Cookbooks get written for all kinds of ­reasons. A home cook may want to document their favorite family dishes, or a chef might long to share their professional knowledge with the world. Increasingly, celebrities get cookbook deals regardless of their expertise in the kitchen. But time and again, the most impactful examples are the books whose authors fought to make them possible.

These fights often concern cuisines that rarely see the spotlight. Many cookbook publishers insist such topics don’t sell, and while celebrity chefs and the diet du jour still dominate bestseller lists, this past season ushered in a wave of new titles immersed in the cuisines of Somalia, Sudan, Cambodia, Pakistan, and El Salvador, to name a few.

Some of these titles have been written by first-­generation ­immigrants. Several are the first-ever cookbooks to be published in English about their respective cuisines, or are among the few known to exist. All include painstakingly recreated recipes. More than just cookbooks, these projects are important works of cultural preservation.

“I have a responsibility to share my culture and this ­cuisine—and a real sense of not wanting this knowledge to be lost,” says Ifrah F. Ahmed, author of Soomaaliya. Ahmed was born in Mogadishu and came to the United States as a refugee in 1996. Her book—only the third to be published on Somali cuisine since 1978—provides a detailed overview of her home country’s history, pays homage to the chefs and writers who came before her, and intersperses thoroughly researched essays about the Somali diaspora.

In My Cambodia, San Francisco-based chef Nite Yun recalls how hard it was to find Khmer cooking resources when she first took to the kitchen. Her book weaves together her own personal, often painful memories of assimilating to life in California with unapologetic renditions of the dishes that brought her closer to her family. She refuses to simplify Cambodian cuisine for American palates. Explaining the importance of kroeung (lemongrass paste) and prahok (fermented fish paste): “If you don’t have [them] when a recipe calls for it,” she writes, “I highly suggest cooking another dish.”

These projects often cross the line from cookbook to ­ethnography, buoyed by shoe-leather reporting overseas. “After a couple of years of looking for—and cooking from—recipes online, I began to hit a wall,” writes Maryam Jillani in Pakistan. “I kept finding the same Pakistani recipes over and over again…There was little to no coverage of the dozens of regional culinary traditions I had encountered during my travels.” So Jillani took matters into her own hands, exploring her home country to learn from the chefs and home cooks who are credited throughout.

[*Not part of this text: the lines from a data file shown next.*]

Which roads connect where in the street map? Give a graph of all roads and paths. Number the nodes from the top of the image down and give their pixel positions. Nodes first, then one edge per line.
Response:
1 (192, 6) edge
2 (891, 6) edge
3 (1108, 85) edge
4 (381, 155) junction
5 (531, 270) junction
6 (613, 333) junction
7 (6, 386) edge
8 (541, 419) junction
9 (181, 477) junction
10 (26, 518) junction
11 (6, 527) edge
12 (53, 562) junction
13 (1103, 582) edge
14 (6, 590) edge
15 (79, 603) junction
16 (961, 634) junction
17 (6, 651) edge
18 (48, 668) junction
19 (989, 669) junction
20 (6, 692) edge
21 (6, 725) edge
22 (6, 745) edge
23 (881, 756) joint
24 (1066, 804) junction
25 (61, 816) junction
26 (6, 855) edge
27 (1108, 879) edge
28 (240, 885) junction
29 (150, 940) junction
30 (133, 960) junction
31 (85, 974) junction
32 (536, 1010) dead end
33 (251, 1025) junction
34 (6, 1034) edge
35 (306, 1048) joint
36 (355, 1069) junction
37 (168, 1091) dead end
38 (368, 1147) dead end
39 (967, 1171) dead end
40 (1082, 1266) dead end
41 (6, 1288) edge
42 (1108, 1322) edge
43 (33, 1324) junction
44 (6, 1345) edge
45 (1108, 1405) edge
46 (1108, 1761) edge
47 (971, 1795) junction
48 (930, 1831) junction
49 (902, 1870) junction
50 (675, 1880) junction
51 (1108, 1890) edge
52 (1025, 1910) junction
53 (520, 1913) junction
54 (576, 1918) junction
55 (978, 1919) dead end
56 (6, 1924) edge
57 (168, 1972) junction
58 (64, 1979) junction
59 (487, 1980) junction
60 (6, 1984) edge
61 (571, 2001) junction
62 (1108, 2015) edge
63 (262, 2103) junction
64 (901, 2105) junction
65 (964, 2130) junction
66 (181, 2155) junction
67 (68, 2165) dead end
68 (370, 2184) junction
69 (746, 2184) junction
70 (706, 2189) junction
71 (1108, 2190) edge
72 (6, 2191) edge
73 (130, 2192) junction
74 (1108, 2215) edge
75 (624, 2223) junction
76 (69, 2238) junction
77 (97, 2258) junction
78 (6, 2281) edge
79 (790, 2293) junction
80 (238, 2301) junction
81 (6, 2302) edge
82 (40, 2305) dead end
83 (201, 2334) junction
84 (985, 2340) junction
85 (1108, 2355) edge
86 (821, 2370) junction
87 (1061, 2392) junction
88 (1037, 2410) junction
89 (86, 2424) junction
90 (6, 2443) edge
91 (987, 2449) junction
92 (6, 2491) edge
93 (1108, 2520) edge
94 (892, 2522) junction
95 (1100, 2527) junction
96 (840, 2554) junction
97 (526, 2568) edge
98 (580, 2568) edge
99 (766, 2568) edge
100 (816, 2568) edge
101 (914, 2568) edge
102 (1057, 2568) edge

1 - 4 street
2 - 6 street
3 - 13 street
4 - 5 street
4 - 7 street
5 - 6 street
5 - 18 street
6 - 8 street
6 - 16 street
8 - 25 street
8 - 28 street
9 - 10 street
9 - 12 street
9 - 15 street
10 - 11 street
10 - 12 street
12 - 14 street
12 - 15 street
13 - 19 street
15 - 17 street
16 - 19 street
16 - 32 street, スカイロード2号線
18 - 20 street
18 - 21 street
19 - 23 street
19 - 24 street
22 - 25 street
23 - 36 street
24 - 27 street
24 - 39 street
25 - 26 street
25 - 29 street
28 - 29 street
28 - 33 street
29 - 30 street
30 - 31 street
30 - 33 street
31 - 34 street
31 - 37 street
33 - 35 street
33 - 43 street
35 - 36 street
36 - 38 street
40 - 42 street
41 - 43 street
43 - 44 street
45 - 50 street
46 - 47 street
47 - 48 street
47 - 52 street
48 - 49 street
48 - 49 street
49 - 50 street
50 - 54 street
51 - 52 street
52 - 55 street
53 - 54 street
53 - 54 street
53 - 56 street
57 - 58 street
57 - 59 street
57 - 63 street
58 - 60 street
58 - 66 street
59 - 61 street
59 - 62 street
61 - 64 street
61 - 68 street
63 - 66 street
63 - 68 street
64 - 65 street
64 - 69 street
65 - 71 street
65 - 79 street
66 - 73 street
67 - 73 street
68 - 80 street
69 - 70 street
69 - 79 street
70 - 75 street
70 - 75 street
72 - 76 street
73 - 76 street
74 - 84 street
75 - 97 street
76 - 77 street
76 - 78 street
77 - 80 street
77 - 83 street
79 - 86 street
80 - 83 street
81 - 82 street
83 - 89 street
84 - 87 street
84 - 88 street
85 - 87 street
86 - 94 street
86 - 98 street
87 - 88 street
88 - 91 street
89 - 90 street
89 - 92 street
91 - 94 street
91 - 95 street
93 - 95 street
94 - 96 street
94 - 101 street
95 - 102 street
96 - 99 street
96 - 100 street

Karla Tatiana Vasquez employed a similar ­community-​driven approach in her 2024 cookbook SalviSoul, which doubles as a narrative history featuring candid interviews with 25 Salvadoran women who contributed their own recipes to the project. And Omer Al Tijani, in his groundbreaking book The Sudanese Kitchen (the first Sudanese cookbook printed in English), relied on dozens of local guides, extended family members, and on-the-ground fixers during his decade-long quest to document the nation’s foodways. Part of his motivation, he writes, was to shift the widespread (and reductive) narrative of Sudan as a “troubled” nation. Instead, he honors his home country’s multicultural culinary influences, which he compellingly argues “provide ­substantial ­contributions to the art of global gastronomy.”

Celebrity and diet cookbooks aren’t going away. But the emergence of these overdue ethnographies speaks to a growing demand from readers for books that dig deep, uncovering stories that rarely get told. The fights to publish them are well worth it.